Puigdemont contra la libertad

EL MUNDO 18/07/17
LUIS MARÍA ANSON

LO HE reiterado cien veces. O se está con la libertad de expresión o se está contra la libertad de expresión. Pero si se está con la libertad de expresión hay que hacerlo con todas sus consecuencias. El dictador Franco, a instancias de Serrano Suñer, implantó en España una censura previa de Prensa tan atroz que solo encuentra parangón en algún país estalinista. Cuando en 1966 Fraga sacó adelante su ley, suprimiendo la censura previa, la dictadura continuó instalada en la coacción a través del Tribunal de Orden Público y del cupo de papel. Al periodista independiente se le sentaba en el banquillo de los acusados y al empresario díscolo se le amenazaba con la cancelación del cupo de papel.

Durante la democracia establecida por el pueblo español y la Monarquía de todos, se ha gozado de un nivel excepcional de libertad de expresión, ensombrecida solo por algún presidente autonómico que recortaba la publicidad institucional a los periódicos reacios a cantar sus glorias políticas y personales. La principal víctima fue el ABC de Sevilla, el diario más vendido en la capital andaluza, que enderezó las tropelías publicitarias contra él cometidas con la reiterada apelación a los tribunales de Justicia.

Ahora han llegado Carlos Puigdemont, el pobre Arturo Mas y sus cómplices y, en una decisión abiertamente totalitaria, han socavado la libertad de expresión, proclamando a los cuatro vientos y las cien mareas que la Generalidad suprimirá la publicidad institucional y los patrocinios a aquellos periódicos hostiles a rendir homenaje al referéndum secesionista e ilegal.

La libertad de expresión es el cimiento angular sobre el que se levanta el entero edificio de la democracia pluralista. A una nación más le vale tener periódicos libres aun sin Gobierno que un Gobierno sin periódicos libres. Este axioma ha pasado de la pluma de un presidente estadounidense al dominio general. Del brazo de Matilde Urrutia, la viuda de pablo Neruda, lo recordé yo en el Chile de Pinochet al pronunciar el discurso de inauguración de la nueva sede de la agencia Efe.

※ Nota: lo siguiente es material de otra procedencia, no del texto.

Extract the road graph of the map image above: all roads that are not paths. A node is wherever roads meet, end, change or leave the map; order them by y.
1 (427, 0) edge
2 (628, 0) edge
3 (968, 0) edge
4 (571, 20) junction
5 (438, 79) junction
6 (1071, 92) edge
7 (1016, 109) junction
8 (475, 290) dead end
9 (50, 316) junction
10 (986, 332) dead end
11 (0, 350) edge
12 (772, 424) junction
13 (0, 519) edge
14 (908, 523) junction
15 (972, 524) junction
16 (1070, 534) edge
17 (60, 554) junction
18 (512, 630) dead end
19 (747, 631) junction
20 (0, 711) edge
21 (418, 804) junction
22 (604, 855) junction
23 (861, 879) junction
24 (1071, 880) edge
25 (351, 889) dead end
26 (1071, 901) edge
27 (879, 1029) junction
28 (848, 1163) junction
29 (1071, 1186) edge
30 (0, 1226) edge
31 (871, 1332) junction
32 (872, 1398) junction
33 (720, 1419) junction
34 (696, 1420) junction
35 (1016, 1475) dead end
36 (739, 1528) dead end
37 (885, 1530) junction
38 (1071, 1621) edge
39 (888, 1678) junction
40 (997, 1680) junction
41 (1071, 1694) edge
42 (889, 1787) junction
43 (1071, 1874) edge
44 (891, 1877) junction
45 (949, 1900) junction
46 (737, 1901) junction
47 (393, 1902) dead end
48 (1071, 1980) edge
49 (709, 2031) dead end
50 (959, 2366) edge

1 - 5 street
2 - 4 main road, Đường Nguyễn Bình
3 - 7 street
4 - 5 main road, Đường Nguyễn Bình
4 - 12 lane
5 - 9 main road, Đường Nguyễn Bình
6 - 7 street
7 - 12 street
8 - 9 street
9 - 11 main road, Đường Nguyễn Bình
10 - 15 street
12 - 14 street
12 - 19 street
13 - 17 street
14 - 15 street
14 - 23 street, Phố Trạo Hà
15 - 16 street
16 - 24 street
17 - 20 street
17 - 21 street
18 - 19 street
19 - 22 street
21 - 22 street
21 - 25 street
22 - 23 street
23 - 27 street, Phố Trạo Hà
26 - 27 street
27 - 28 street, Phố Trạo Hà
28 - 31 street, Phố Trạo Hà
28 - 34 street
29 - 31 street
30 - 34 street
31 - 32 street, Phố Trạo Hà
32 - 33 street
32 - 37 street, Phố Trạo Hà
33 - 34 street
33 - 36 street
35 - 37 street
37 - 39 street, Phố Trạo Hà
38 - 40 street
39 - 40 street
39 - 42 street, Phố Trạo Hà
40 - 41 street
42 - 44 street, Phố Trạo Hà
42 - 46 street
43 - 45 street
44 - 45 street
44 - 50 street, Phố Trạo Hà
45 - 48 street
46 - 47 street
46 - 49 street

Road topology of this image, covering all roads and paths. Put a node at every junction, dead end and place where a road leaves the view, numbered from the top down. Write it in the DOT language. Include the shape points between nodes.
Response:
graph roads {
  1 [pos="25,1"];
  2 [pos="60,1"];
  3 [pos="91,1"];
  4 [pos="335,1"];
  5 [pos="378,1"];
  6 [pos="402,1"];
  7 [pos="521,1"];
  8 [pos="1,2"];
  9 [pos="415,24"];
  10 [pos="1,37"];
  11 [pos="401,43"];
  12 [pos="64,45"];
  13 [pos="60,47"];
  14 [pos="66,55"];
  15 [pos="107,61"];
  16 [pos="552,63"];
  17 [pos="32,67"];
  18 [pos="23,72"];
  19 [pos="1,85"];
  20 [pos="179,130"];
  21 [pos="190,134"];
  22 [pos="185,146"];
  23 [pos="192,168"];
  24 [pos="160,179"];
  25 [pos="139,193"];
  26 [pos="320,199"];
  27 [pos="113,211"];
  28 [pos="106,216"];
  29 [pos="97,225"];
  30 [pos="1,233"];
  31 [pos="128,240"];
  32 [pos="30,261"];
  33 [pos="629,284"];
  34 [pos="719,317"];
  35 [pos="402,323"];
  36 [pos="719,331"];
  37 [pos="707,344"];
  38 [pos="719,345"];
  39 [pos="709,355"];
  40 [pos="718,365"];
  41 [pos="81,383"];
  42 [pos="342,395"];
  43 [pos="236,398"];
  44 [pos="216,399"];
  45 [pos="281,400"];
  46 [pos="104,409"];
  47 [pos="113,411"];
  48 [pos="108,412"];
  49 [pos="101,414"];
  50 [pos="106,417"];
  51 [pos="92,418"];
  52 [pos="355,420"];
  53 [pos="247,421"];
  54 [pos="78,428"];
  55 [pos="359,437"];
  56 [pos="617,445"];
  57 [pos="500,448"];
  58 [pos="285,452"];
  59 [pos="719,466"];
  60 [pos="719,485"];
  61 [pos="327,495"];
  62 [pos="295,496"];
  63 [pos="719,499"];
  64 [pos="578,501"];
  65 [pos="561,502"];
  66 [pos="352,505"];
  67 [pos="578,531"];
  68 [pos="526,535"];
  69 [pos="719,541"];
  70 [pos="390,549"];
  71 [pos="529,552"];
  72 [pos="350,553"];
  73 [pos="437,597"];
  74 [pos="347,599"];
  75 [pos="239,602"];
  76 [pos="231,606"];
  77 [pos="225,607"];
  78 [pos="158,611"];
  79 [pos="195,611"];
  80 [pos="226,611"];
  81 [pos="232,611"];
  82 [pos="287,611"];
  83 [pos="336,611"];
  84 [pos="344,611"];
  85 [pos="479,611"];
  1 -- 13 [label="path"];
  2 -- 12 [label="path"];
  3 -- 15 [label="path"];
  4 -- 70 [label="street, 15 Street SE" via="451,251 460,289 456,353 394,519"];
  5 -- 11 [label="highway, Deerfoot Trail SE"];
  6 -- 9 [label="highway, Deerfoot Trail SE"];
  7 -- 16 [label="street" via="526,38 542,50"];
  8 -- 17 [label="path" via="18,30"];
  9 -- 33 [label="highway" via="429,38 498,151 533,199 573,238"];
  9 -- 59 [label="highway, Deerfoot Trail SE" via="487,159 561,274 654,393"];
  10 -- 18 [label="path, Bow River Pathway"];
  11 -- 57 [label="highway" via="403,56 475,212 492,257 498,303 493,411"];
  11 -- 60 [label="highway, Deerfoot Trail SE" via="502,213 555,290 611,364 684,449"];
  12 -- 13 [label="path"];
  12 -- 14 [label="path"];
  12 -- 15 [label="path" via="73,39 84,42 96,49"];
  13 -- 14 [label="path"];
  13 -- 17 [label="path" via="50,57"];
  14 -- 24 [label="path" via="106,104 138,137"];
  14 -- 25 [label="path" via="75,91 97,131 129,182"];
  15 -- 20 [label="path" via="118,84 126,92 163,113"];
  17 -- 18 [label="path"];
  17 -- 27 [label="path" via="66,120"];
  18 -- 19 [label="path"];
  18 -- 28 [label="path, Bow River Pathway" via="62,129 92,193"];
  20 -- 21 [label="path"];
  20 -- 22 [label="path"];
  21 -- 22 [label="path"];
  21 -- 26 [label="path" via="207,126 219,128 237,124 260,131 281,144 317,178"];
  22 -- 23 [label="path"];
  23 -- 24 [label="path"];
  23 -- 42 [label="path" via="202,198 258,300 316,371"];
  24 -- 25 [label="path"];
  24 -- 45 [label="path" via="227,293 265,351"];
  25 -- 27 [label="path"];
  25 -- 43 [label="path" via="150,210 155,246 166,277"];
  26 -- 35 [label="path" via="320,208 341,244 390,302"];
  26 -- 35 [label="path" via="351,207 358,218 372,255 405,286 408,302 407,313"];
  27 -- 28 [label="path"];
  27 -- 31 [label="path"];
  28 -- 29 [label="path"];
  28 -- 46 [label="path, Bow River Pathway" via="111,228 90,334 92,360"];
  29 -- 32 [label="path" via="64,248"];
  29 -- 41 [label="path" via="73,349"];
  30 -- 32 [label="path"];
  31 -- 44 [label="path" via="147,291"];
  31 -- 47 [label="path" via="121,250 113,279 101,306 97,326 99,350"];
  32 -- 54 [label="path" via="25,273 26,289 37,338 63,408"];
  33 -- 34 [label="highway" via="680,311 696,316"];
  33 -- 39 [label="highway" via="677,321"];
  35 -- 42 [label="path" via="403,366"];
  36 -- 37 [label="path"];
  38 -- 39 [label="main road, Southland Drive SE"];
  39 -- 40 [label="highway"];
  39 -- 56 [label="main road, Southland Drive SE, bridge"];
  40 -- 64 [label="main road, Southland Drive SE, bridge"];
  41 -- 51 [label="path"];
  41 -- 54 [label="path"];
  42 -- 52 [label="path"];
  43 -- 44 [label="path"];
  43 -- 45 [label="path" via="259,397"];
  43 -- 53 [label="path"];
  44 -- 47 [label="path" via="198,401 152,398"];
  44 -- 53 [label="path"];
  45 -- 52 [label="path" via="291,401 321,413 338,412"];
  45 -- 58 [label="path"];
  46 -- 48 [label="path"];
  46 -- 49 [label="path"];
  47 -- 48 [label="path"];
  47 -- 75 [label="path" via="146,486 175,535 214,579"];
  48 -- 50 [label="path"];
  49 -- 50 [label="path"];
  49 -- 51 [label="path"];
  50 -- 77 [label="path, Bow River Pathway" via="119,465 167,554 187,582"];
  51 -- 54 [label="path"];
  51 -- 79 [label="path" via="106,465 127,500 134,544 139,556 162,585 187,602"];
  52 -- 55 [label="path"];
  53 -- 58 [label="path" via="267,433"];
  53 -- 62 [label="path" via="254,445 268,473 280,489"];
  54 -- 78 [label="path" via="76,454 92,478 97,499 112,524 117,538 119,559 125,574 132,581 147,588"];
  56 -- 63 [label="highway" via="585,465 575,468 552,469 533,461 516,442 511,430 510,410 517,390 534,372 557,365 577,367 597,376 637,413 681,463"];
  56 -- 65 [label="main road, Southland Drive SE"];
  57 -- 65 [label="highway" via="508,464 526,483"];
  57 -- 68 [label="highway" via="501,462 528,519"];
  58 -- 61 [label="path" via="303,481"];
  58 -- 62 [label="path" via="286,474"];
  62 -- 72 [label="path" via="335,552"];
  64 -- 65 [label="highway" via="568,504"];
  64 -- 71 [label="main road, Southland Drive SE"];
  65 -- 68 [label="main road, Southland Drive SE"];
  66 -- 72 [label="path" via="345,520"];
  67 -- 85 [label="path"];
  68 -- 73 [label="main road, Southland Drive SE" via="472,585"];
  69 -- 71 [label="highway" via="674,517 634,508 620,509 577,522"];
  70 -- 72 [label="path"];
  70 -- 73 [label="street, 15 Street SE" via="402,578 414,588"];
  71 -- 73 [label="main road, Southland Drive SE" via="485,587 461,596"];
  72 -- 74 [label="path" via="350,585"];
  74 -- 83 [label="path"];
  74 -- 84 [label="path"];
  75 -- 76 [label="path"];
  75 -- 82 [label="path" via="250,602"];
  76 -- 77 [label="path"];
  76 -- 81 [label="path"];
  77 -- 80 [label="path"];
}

Carlos Puigdemont y el pobre Arturo Mas han lesionado uno de los derechos humanos claves: el que tienen los ciudadanos a recibir información plural. Lo han hecho, además, con la cutrez propia de la tentación totalitaria. Por supuesto que, más sutiles, sus cómplices en los medios de comunicación se han enfangado hasta la náusea en el periodismo de la insidia. Indro Montanelli, Noam Chomsky, George Steiner o Ryszard Kapuscinsky denunciaron en su día la fractura de la libertad de expresión derivada de las maniobras de la posverdad. Katharine Viner, la admirable directora de The Guardian, se lamentaba en un artículo sagaz «de la creación de laboratorios de noticias falsas», sin otra medida de valor que la viralidad, porque «lo único que importa es si la gente clica, ya que en lugar de fortalecer la idea de que la información es una necesidad democrática, crecen los grupos que difunden falsedades instantáneas». Las noticias que se reciben en el teléfono móvil, afirma Viner, parecen todas lo mismo procedan de una fuente fiable o insidiosa. Por eso hay que centrarse en «cómo rescatar la financiación del periodismo que es lo que está amenazado». Que se lo digan a los empresarios de la comunicación.